DIRECTIONS: Among the entries that follow, some lines contain the word "Eastvale". Show all of them.

+-------+

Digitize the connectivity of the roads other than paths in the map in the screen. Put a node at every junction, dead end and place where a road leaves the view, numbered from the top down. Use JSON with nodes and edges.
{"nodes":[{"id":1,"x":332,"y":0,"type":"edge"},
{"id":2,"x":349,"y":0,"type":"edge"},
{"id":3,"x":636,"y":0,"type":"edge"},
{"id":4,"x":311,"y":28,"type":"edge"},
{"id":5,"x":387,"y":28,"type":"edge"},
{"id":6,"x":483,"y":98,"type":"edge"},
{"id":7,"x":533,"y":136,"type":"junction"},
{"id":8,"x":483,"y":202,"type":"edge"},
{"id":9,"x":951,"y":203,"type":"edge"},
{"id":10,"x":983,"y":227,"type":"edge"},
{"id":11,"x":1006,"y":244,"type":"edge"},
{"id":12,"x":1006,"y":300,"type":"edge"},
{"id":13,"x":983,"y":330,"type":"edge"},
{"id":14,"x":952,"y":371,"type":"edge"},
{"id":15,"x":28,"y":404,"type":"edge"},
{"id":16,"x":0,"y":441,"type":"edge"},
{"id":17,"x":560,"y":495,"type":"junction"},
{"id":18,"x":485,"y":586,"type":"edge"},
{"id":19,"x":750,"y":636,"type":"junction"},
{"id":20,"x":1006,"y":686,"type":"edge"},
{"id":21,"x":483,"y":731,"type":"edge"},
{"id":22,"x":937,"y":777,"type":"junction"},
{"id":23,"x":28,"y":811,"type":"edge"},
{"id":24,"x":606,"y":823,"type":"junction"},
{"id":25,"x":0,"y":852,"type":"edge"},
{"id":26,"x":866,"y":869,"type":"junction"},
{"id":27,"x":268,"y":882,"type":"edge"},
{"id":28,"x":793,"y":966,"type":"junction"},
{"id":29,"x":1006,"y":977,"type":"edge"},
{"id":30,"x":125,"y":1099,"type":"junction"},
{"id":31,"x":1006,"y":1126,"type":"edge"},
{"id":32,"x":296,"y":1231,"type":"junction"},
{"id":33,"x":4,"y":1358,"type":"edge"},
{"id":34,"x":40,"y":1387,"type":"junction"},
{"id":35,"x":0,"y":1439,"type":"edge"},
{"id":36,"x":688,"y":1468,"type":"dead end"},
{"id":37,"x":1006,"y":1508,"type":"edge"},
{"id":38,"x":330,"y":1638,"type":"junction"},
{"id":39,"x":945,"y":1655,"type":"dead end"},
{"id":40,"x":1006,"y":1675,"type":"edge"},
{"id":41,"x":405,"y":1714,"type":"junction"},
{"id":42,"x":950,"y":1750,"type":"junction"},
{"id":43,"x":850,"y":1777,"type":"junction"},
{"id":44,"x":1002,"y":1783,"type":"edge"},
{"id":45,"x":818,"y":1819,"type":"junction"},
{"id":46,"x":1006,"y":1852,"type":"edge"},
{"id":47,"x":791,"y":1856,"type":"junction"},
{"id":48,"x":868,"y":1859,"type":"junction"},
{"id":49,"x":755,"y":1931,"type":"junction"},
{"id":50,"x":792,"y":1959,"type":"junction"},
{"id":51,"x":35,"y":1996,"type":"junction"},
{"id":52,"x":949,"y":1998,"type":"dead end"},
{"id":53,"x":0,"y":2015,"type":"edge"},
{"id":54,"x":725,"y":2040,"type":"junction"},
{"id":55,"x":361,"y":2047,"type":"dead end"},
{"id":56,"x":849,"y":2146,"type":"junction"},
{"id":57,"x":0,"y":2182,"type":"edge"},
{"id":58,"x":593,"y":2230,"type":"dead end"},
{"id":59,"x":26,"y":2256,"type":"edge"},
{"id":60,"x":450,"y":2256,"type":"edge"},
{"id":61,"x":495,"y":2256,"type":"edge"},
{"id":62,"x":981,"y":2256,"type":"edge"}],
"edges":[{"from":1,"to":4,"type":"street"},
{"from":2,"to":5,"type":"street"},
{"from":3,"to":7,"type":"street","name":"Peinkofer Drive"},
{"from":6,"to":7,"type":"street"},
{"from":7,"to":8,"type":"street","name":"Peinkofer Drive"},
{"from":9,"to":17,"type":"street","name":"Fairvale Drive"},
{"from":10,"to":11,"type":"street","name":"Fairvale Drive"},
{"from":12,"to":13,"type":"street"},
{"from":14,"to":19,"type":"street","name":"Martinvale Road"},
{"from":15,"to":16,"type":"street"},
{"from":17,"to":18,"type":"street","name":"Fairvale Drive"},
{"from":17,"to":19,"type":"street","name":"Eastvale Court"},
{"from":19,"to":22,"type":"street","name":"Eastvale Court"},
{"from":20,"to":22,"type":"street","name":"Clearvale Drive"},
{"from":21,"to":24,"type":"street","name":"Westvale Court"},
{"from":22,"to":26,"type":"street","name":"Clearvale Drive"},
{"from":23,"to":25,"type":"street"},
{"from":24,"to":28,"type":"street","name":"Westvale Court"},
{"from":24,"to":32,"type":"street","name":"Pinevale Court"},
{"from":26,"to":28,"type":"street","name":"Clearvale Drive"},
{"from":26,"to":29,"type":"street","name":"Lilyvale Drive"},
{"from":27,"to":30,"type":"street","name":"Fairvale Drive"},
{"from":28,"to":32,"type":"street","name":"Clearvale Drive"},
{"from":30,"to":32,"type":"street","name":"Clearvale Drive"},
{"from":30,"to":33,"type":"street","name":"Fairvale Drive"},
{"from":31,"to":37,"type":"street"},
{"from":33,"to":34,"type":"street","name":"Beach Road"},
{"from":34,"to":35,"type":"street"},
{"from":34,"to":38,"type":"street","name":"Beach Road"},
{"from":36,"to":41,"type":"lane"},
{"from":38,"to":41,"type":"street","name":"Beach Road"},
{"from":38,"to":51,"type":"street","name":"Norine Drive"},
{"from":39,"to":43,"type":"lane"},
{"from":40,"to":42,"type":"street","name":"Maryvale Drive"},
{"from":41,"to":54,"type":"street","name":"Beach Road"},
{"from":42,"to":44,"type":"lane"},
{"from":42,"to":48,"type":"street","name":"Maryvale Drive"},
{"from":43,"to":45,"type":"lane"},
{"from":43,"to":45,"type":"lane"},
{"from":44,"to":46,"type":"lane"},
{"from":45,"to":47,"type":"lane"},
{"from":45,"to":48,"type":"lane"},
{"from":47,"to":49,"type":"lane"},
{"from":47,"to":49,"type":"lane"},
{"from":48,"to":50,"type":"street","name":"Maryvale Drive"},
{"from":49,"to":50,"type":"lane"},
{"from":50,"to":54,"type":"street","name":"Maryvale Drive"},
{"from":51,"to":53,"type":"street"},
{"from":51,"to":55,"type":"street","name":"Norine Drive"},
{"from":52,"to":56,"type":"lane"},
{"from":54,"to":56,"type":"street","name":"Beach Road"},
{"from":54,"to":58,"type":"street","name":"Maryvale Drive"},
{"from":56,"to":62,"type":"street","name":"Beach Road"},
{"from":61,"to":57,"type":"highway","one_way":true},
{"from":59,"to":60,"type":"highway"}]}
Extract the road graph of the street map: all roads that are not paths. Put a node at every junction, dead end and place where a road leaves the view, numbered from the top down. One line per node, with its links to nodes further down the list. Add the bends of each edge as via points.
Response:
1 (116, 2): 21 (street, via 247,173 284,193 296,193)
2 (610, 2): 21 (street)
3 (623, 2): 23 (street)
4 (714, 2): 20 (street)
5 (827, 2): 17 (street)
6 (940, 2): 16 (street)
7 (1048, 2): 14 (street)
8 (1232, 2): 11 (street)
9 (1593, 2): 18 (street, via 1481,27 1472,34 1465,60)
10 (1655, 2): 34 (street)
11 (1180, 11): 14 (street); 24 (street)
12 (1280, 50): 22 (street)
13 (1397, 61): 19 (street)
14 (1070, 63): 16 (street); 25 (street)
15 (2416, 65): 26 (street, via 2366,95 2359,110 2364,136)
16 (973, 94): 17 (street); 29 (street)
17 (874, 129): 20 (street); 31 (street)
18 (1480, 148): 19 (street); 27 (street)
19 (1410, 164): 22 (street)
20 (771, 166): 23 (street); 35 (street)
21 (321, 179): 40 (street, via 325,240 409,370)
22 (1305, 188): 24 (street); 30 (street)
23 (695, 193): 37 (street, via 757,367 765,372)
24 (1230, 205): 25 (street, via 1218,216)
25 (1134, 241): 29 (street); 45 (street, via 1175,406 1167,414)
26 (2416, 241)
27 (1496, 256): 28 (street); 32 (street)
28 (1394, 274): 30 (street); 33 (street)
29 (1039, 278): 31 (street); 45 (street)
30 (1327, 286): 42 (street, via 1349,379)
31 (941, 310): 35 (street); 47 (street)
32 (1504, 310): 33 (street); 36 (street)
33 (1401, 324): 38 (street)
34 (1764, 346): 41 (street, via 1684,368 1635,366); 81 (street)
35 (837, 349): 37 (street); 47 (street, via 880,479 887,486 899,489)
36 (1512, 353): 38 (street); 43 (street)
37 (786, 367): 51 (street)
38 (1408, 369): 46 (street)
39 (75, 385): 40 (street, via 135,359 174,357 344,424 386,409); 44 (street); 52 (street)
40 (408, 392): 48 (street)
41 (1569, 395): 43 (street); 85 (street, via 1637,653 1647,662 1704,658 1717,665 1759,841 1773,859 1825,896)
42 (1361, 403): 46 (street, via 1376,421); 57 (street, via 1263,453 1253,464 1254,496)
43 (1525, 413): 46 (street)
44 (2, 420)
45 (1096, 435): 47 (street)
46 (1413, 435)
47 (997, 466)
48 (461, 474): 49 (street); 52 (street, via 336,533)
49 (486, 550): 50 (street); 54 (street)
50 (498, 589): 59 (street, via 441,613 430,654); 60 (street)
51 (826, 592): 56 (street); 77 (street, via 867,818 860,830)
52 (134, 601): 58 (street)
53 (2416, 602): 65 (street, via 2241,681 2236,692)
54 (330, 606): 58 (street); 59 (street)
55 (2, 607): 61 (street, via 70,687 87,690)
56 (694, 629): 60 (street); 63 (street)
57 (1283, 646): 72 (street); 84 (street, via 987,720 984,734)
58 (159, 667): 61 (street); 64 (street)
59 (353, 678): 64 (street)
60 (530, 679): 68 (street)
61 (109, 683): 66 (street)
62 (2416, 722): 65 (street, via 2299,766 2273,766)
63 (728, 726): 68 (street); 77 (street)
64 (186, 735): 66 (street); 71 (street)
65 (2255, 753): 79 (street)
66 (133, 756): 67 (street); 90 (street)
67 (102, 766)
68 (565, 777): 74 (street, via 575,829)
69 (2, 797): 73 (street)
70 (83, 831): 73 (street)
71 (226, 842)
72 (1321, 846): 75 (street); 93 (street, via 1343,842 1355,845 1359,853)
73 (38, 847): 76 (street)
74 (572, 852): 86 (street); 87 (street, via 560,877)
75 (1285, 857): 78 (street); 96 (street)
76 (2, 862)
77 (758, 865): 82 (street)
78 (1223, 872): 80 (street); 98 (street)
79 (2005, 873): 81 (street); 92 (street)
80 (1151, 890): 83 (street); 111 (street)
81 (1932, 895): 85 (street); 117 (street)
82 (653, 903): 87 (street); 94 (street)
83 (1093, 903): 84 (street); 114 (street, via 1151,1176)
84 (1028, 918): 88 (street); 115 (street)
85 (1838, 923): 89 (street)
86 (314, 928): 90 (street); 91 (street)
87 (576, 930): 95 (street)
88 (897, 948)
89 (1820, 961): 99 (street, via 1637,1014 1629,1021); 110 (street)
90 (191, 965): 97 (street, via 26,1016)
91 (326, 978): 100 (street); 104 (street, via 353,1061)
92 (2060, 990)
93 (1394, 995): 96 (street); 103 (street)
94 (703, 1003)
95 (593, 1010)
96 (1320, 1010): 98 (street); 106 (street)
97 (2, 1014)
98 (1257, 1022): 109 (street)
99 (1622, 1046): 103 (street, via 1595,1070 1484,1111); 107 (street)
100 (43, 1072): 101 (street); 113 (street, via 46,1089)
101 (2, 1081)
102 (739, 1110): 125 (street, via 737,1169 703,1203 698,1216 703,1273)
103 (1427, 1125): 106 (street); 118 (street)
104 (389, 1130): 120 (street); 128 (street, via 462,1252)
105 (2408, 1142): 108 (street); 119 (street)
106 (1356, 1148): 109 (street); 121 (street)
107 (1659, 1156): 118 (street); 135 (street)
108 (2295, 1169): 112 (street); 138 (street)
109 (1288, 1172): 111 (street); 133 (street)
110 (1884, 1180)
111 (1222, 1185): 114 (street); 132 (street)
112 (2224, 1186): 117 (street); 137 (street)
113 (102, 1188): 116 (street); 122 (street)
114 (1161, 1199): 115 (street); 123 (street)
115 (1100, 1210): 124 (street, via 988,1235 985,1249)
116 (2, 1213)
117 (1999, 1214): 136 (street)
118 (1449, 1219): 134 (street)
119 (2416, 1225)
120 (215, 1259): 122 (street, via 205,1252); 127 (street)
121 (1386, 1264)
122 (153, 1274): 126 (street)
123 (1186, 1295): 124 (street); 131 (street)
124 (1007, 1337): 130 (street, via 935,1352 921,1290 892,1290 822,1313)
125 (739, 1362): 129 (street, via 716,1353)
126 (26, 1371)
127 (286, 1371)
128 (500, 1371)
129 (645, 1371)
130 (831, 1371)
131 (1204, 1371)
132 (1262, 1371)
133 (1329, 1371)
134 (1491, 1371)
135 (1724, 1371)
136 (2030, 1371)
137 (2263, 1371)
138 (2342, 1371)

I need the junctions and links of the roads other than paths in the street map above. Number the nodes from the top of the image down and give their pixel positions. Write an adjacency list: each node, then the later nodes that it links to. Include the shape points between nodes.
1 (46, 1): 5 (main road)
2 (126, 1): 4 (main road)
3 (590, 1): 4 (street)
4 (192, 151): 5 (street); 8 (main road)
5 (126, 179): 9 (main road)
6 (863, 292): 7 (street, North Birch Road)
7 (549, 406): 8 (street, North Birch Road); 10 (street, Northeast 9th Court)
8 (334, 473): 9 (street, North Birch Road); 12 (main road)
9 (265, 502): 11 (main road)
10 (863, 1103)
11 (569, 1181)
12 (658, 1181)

+-------+

RESPONSE TO THE EXERCISE:
{"from":17,"to":19,"type":"street","name":"Eastvale Court"},
{"from":19,"to":22,"type":"street","name":"Eastvale Court"},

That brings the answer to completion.